- EXERCISE GOAL
Could you please retype the records exactly, minus their pictures?
### RECORDS FOR THIS EXERCISE
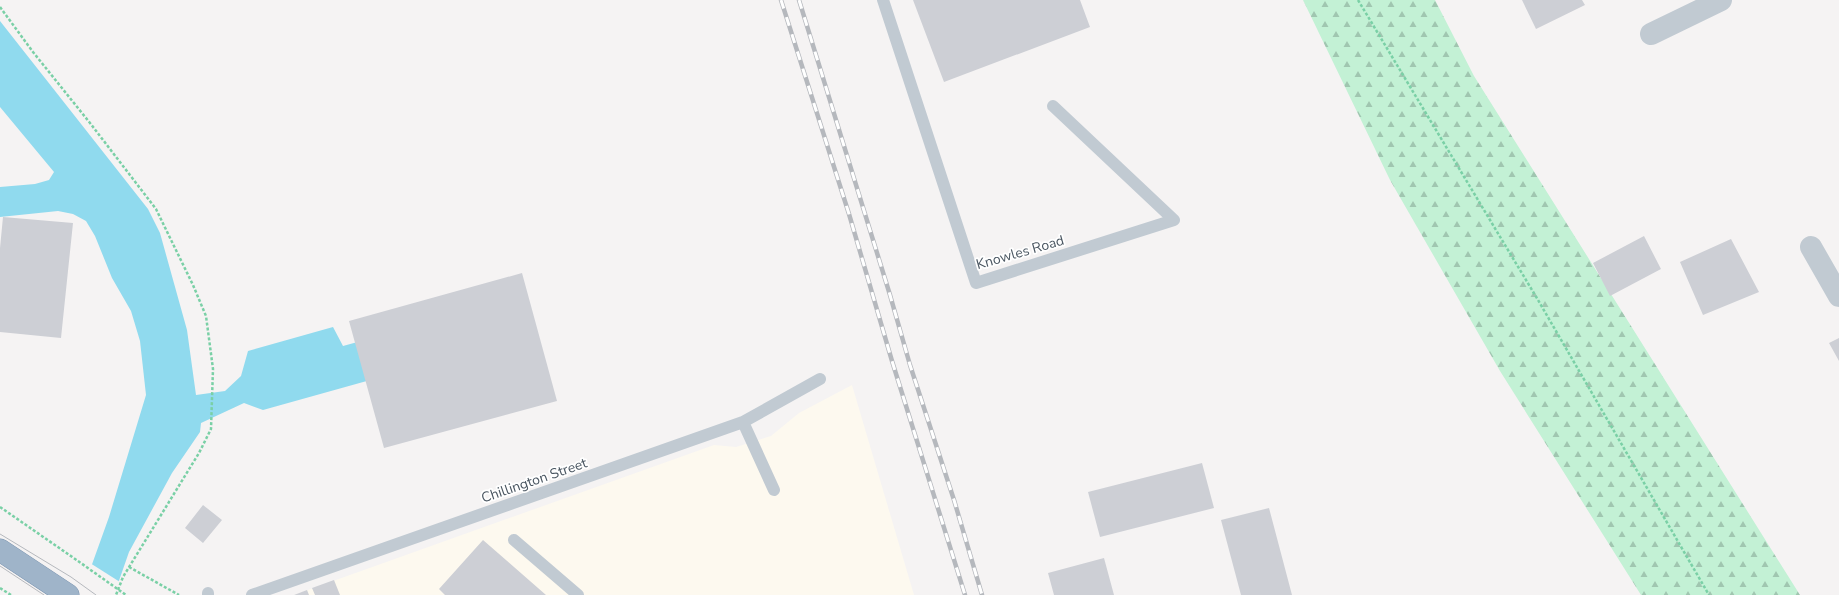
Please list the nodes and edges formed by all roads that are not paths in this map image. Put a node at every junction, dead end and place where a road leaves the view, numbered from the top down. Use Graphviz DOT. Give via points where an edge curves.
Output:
graph roads {
  1 [pos="883,0"];
  2 [pos="1721,0"];
  3 [pos="1651,34"];
  4 [pos="1053,106"];
  5 [pos="1811,247"];
  6 [pos="1839,296"];
  7 [pos="820,379"];
  8 [pos="743,422"];
  9 [pos="774,490"];
  10 [pos="514,540"];
  11 [pos="0,550"];
  12 [pos="66,593"];
  13 [pos="252,595"];
  14 [pos="578,595"];
  1 -- 4 [label="lane, Knowles Road" via="976,283 1174,220"];
  2 -- 3 [label="street"];
  5 -- 6 [label="street"];
  7 -- 8 [label="lane, Chillington Street"];
  8 -- 9 [label="lane"];
  8 -- 13 [label="lane, Chillington Street"];
  10 -- 14 [label="lane"];
  11 -- 12 [label="highway"];
}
######
- TASK SOLUTION
Please list the nodes and edges formed by all roads that are not paths in this map image. Put a node at every junction, dead end and place where a road leaves the view, numbered from the top down. Use Graphviz DOT. Give via points where an edge curves.
Output:
graph roads {
  1 [pos="883,0"];
  2 [pos="1721,0"];
  3 [pos="1651,34"];
  4 [pos="1053,106"];
  5 [pos="1811,247"];
  6 [pos="1839,296"];
  7 [pos="820,379"];
  8 [pos="743,422"];
  9 [pos="774,490"];
  10 [pos="514,540"];
  11 [pos="0,550"];
  12 [pos="66,593"];
  13 [pos="252,595"];
  14 [pos="578,595"];
  1 -- 4 [label="lane, Knowles Road" via="976,283 1174,220"];
  2 -- 3 [label="street"];
  5 -- 6 [label="street"];
  7 -- 8 [label="lane, Chillington Street"];
  8 -- 9 [label="lane"];
  8 -- 13 [label="lane, Chillington Street"];
  10 -- 14 [label="lane"];
  11 -- 12 [label="highway"];
}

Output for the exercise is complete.